Today's guest post comes from Kristin Fraser—Holistic Nutritionist, Live Foods Chef, and Owner of Inner Glow Nutrition. You can read her past posts here.
I spend most days talking about healthier foods, why we should consume them, trying to inspire people to eat them and even laying out the roadmap to do so. But I find that the most effective way to really make some shifts in people is to let them taste for themselves. There’s something powerful about tasting a dairy free vanilla cream cake on a raw chocolate pecan crust drizzled with fresh raspberry sauce that always gets people excited.

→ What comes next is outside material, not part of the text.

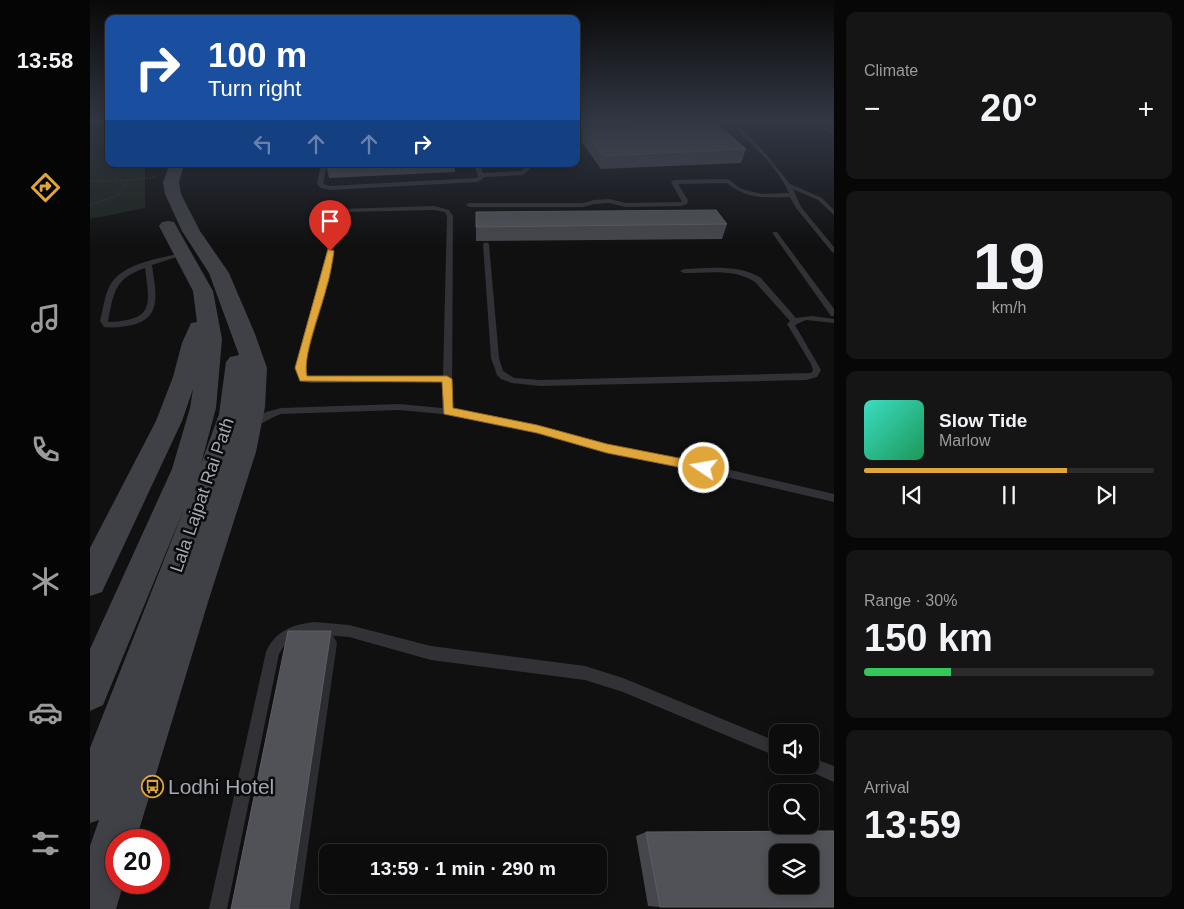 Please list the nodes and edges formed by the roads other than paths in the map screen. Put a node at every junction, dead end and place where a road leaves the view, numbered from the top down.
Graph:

This is an amazing dessert to have for your guests. Store in the freezer for grab-and-go treats!
Raw Vanilla Cream Cakes
Yields 12 Cups Mini Cheesecake Servings
Recipe originally posted at www.innerglownutrition.ca/something-to-chew-on
Pecan Almond Crust
1/4 Cup Almonds
1/4 Cup Pecans
1/4 Cup Cacao Powder
½ cup Medjool Dates, pitted
1/2 tsp Vanilla
pinch Sea Salt
Process almonds and pecans in food processor until nut meal is formed. Add cacao powder and blend until well combined. Add dates, vanilla and sea salt and process until crust is made. Press into mini cheesecake pan or other shallow pan. Set aside or in fridge while you make filling.
Vanilla Cream Filling
2 Cups Cashews *Soak cashews for 15 minutes if desired.
½ Cup Coconut Oil, melted
½ Cup Maple Syrup
2 tsp Vanilla
½ Cup Water
Blend all ingredients except water in a Vitamix (or high-speed blender). Slowly add water.
Pour filling into pressed crust and refrigerate until solid (a couple of hours). I keep mine in the freezer for a cool ice creamy treat.